No one yet knows “the magic line” — the antibody level known as the correlate of protection below which people are at risk for even mild infection, said immunologist Ali Ellebedy of Washington University at St. Louis.

But vaccines’ main purpose is to prevent severe disease. “It’s a very high bar to really go and say we can completely block infection,” Ellebedy noted.

Plus, people’s responses to their initial vaccination vary. Younger people, for example, tend to produce more antibodies to begin with than older adults. That means months later when antibody levels have naturally declined, some people may still have enough to fend off infection while others don’t.

CDC data show the vaccines still offer strong protection against serious illness for all ages, but there is a slight drop among the oldest adults. And immunity against milder infection appears to be waning months after people's initial immunization.

For most people, if you’re not in a group recommended for a booster, “it’s really because we think you’re well-protected,” said Dr. Matthew Daley of Kaiser Permanente Colorado.

Won't antibodies wane again even after a booster?

Eventually. “We don’t know the duration of protection following the boosters,” cautioned Dr. William Moss of Johns Hopkins University.

But antibodies are only one defense. If an infection sneaks past, white blood cells called T cells help prevent serious illness by killing virus-infected cells. Another type called memory B cells jump into action to make lots of new antibodies.

Those back-up systems help explain why protection against severe COVID-19 is holding strong so far for most people. One hint of trouble: CDC has preliminary data that effectiveness against hospitalization in people 75 and older dropped slightly in July -- to 80% -- compared to 94% or higher for other adults.

“It’s much easier to protect against severe disease because all you need is immunologic memory. And I would imagine for a younger person that would last for a while," maybe years, said Dr. Paul Offit, a vaccine expert at the Children’s Hospital of Philadelphia.

Am I still considered fully vaccinated if I don't get a booster?

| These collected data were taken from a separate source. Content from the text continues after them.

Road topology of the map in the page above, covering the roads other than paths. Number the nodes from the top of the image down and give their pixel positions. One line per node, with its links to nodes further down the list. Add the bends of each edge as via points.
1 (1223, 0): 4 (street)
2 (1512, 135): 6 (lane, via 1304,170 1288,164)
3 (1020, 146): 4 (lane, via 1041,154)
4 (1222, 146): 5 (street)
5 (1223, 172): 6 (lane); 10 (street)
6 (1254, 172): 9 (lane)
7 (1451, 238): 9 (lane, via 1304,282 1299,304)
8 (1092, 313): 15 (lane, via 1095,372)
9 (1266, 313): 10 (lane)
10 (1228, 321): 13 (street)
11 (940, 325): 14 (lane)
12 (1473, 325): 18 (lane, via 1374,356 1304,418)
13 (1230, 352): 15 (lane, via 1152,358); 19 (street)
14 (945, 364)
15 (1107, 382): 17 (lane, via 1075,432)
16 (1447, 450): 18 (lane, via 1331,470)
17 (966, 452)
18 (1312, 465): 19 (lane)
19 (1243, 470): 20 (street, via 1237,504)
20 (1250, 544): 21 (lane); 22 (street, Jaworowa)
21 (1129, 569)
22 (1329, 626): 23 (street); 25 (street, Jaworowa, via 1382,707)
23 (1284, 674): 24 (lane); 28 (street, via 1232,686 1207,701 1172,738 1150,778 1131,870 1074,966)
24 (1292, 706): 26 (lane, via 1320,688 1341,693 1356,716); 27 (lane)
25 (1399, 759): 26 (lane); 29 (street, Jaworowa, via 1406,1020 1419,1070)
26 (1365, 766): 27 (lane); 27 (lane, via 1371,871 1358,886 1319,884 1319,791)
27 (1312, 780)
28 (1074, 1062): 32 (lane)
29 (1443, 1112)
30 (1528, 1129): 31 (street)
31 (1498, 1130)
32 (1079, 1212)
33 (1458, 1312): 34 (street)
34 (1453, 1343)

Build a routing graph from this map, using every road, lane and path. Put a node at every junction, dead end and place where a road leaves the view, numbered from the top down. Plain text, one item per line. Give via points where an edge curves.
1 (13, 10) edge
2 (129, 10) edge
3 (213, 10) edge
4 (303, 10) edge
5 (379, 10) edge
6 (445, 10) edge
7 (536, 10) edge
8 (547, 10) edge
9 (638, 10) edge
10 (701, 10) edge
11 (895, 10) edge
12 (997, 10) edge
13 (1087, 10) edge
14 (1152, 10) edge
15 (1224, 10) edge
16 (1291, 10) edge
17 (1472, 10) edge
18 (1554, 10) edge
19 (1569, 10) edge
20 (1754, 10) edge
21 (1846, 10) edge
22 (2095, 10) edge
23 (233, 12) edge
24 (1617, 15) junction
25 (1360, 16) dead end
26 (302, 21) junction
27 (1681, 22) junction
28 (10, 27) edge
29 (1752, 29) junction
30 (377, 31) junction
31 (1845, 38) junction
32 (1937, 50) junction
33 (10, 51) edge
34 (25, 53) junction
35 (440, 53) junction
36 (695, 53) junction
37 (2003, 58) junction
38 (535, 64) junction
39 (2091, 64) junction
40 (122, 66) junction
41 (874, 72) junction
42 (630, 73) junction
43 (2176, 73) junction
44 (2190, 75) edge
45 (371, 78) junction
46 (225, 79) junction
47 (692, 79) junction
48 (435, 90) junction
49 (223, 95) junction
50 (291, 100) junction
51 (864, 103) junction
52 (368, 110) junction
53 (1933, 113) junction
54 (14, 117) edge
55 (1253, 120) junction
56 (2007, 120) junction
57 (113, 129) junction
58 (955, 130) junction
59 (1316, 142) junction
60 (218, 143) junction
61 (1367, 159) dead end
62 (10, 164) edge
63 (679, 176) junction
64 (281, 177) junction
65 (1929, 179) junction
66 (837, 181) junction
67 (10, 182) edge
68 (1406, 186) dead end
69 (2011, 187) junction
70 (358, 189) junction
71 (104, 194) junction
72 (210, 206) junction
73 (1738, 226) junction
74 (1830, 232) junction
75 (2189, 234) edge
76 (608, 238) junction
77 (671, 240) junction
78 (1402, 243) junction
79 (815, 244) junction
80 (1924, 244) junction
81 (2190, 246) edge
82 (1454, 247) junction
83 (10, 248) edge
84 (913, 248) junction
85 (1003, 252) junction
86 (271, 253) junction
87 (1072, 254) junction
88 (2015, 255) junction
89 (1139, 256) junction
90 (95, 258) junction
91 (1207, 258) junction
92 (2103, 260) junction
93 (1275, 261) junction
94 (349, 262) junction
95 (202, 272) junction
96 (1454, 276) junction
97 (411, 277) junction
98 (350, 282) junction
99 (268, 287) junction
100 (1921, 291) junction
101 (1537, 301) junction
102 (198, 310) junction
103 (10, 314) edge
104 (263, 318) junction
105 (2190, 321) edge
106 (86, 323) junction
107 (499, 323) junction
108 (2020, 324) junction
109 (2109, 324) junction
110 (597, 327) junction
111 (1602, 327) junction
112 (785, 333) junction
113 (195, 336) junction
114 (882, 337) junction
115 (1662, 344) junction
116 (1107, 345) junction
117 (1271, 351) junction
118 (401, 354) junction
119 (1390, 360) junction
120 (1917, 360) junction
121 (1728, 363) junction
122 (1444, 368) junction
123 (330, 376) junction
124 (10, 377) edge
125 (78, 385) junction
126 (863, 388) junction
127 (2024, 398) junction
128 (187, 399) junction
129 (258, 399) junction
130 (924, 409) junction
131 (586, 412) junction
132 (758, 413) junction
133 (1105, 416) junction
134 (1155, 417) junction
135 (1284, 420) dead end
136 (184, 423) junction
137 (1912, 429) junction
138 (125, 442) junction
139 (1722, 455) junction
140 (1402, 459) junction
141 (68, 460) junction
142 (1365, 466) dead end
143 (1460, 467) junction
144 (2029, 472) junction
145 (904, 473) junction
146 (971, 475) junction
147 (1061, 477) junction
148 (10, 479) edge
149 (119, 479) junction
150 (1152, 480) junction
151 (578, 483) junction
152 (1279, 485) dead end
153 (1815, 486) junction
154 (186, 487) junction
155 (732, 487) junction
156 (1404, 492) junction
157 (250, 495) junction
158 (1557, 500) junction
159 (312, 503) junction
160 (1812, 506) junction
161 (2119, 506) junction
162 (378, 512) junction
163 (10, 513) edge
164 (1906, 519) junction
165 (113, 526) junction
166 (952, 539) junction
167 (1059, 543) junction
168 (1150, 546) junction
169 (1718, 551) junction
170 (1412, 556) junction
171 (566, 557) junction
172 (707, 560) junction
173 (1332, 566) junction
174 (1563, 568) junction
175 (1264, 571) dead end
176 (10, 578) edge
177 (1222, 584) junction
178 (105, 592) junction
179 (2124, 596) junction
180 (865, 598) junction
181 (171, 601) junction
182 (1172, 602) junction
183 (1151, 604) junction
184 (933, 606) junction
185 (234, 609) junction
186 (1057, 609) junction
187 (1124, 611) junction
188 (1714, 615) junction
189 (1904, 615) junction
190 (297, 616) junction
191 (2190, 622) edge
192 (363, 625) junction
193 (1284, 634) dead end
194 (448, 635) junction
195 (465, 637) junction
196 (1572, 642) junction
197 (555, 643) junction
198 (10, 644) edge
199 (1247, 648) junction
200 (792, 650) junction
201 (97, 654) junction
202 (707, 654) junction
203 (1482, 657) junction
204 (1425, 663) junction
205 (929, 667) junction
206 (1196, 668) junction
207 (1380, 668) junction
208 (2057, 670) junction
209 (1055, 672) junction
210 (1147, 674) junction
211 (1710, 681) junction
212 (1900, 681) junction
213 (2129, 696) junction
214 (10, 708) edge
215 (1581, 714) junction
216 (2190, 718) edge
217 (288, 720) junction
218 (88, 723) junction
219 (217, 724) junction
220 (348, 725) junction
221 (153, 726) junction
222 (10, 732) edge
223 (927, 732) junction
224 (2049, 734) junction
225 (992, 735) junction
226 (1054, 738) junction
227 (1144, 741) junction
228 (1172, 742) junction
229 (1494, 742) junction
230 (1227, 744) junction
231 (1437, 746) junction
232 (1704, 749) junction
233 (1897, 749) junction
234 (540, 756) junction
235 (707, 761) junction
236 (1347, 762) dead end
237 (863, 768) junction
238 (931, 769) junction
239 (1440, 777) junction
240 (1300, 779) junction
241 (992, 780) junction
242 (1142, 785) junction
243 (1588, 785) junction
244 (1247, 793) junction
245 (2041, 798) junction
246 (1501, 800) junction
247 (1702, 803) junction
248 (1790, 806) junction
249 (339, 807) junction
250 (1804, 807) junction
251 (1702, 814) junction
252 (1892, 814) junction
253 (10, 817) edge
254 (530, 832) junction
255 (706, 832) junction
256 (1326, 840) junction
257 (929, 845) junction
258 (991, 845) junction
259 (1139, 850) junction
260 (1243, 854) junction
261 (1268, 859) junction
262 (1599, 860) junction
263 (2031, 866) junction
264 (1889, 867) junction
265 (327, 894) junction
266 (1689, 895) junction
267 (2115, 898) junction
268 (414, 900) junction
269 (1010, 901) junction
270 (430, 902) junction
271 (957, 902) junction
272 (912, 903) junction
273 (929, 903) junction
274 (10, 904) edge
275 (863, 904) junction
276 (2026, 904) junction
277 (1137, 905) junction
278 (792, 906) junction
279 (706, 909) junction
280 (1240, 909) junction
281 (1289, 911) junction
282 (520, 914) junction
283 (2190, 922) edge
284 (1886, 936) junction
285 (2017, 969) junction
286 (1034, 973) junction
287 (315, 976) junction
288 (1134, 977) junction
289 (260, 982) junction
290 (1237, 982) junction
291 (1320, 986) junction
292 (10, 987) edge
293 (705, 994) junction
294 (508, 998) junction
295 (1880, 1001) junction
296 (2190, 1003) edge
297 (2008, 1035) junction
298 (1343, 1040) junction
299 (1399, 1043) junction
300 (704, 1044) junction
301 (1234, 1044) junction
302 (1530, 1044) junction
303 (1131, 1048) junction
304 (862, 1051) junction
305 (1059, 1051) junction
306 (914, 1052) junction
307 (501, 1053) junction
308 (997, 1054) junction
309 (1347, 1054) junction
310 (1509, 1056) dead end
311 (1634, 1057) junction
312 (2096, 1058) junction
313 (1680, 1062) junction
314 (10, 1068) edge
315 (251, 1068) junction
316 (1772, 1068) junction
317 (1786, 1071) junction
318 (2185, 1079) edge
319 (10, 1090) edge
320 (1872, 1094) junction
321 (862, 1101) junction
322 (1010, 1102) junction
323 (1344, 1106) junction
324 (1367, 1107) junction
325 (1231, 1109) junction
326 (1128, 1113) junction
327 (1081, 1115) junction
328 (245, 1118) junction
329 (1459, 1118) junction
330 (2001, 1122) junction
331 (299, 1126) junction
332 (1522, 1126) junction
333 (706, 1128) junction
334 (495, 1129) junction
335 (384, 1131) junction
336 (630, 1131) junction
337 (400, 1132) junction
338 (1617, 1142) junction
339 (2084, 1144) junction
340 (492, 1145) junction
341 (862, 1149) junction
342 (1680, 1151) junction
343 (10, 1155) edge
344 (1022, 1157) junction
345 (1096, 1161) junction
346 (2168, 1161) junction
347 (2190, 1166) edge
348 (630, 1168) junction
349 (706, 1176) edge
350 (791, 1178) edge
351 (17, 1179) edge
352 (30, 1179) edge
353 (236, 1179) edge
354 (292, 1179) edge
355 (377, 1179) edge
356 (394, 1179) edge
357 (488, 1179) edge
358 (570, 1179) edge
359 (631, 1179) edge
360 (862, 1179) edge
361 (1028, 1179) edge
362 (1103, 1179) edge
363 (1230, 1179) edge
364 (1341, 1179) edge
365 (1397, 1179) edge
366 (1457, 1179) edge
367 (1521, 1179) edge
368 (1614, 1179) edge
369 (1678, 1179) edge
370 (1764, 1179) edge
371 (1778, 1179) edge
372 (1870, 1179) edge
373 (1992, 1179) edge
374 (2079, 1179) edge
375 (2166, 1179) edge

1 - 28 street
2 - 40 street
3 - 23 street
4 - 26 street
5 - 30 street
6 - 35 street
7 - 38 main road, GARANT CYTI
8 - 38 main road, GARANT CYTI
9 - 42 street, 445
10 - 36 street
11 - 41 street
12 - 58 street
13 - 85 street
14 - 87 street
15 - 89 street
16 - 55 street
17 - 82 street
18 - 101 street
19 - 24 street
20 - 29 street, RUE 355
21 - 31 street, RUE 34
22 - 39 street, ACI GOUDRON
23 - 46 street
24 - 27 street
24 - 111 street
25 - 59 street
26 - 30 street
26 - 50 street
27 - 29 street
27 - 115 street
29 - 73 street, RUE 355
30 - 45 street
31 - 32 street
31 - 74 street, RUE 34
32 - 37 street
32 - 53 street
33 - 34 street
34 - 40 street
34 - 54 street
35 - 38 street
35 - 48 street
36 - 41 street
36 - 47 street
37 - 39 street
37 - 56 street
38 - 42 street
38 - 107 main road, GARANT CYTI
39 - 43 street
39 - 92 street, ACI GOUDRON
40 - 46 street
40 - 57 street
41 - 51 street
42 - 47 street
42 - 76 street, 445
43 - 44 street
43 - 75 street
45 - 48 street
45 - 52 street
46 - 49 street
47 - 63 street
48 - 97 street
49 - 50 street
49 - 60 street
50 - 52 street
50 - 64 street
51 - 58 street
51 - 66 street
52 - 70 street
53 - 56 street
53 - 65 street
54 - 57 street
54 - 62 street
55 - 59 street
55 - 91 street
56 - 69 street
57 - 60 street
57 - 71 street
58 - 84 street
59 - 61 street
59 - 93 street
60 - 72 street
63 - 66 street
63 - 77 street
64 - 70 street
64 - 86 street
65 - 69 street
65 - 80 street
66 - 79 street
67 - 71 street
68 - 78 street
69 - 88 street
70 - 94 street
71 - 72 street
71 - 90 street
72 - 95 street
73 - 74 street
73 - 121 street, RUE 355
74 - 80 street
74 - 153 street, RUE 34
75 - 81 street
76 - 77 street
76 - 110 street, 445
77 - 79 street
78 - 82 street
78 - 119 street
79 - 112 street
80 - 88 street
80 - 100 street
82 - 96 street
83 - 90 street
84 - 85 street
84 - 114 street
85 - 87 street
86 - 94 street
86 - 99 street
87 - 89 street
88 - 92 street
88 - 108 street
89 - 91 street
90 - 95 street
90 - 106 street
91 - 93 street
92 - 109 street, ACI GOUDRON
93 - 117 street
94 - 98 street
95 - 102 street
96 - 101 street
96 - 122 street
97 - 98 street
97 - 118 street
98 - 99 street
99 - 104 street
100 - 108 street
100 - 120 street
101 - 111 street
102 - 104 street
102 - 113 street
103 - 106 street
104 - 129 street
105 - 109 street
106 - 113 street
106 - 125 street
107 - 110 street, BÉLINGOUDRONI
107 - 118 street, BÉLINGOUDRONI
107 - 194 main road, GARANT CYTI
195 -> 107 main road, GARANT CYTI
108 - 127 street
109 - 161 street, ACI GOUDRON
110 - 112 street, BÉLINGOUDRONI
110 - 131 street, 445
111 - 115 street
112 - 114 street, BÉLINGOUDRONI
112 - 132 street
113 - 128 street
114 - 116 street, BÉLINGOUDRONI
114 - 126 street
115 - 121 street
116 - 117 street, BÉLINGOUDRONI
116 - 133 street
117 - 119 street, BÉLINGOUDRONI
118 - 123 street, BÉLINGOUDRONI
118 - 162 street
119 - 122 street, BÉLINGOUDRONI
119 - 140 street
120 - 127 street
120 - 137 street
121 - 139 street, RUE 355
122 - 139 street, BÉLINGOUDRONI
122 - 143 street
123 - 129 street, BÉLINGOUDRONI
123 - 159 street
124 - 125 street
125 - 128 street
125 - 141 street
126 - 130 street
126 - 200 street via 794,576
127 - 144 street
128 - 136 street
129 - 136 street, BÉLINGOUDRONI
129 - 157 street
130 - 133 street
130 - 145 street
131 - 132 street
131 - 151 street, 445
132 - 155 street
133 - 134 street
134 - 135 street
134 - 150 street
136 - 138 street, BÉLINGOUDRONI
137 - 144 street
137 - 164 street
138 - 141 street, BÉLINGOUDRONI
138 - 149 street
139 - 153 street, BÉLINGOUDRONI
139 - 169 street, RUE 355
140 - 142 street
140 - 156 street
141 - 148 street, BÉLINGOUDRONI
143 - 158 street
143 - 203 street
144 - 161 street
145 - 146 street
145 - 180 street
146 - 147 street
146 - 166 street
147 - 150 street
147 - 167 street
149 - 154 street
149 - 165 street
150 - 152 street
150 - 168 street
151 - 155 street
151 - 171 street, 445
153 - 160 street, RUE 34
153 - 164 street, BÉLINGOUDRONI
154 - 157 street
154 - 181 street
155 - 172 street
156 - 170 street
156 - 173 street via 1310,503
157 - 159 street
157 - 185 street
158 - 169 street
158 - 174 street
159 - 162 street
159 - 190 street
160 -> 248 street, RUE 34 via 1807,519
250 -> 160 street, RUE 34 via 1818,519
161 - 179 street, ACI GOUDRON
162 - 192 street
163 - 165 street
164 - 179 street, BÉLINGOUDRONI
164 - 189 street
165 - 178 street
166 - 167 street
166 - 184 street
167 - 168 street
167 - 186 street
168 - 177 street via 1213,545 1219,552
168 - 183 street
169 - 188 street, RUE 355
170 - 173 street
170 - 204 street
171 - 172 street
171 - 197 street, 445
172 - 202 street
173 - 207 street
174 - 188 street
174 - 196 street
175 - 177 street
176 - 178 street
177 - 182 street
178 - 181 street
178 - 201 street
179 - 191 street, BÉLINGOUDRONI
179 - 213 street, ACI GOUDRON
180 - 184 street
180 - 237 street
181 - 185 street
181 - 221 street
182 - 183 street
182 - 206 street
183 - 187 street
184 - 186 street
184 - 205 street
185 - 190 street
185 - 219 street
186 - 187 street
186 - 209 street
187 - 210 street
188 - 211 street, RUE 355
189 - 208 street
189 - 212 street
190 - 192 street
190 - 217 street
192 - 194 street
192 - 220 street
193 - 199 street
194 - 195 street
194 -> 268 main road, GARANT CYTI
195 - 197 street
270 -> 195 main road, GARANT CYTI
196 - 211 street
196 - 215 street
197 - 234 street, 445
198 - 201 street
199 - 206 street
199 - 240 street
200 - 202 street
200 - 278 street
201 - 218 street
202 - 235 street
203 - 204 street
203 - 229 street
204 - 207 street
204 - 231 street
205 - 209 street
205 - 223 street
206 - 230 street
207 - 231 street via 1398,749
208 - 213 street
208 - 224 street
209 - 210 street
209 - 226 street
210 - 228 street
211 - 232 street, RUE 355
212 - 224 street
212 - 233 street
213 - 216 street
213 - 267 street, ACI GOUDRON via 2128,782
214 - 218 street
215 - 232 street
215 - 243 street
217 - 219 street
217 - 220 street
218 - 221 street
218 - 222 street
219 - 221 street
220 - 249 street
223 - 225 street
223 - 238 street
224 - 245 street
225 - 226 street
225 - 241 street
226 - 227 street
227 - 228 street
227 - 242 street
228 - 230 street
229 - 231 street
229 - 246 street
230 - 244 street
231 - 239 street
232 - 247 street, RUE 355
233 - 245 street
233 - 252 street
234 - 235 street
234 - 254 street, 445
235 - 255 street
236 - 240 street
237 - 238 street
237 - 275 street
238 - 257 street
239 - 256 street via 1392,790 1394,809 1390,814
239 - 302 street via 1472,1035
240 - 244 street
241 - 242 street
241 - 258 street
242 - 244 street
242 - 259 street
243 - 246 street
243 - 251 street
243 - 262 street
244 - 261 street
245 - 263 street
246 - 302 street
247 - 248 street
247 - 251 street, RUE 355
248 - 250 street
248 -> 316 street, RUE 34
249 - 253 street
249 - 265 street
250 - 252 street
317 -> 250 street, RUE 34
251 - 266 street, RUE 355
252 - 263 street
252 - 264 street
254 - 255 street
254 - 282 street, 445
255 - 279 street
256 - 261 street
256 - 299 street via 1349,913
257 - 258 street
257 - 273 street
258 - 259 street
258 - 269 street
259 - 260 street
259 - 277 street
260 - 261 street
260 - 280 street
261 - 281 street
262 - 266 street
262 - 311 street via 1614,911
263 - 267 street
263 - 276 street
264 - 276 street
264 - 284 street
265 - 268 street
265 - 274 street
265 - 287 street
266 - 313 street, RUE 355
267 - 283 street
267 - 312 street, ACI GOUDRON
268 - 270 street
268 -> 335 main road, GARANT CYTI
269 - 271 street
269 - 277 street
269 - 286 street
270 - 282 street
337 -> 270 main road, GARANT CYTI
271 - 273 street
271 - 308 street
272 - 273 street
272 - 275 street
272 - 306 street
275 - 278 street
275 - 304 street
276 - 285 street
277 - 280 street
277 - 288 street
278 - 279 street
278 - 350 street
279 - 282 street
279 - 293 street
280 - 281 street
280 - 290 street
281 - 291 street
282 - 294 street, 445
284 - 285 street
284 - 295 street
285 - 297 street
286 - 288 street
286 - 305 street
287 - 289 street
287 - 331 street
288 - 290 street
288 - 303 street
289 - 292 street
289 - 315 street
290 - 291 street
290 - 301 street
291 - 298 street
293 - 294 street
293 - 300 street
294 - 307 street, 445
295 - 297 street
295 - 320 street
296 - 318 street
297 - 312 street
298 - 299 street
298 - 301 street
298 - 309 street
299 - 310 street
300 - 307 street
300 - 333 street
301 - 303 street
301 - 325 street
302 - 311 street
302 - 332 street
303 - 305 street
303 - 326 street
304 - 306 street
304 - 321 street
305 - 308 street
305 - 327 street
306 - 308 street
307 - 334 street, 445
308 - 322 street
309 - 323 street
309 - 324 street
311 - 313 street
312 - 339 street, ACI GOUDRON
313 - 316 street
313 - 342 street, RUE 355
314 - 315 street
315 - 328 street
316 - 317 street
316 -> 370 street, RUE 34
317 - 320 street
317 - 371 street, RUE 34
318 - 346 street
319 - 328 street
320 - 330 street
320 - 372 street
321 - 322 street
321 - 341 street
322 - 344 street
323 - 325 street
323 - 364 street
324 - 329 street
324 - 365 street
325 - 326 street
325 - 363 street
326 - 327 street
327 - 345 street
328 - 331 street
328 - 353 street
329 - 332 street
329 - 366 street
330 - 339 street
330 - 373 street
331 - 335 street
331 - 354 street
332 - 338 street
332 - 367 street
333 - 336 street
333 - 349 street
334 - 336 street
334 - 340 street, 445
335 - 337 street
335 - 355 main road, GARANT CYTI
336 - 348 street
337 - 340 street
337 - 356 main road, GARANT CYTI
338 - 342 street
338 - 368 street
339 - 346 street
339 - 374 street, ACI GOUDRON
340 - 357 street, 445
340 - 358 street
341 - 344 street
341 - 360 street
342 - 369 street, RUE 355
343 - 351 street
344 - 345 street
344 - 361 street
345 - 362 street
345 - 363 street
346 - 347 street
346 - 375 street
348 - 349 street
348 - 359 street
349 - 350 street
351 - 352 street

Even with the introduction of boosters, someone who has gotten just the first two doses would still be considered fully vaccinated, according to the CDC's Dr. Kathleen Dooling. That is an important question to people in parts of the country where you need to show proof of vaccination to eat in a restaurant or enter other places of business.

The U.S. Centers for Disease Control and Prevention says you're fully vaccinated two weeks after receiving a second dose of the Pfizer or Moderna vaccine, or one dose of the J&J.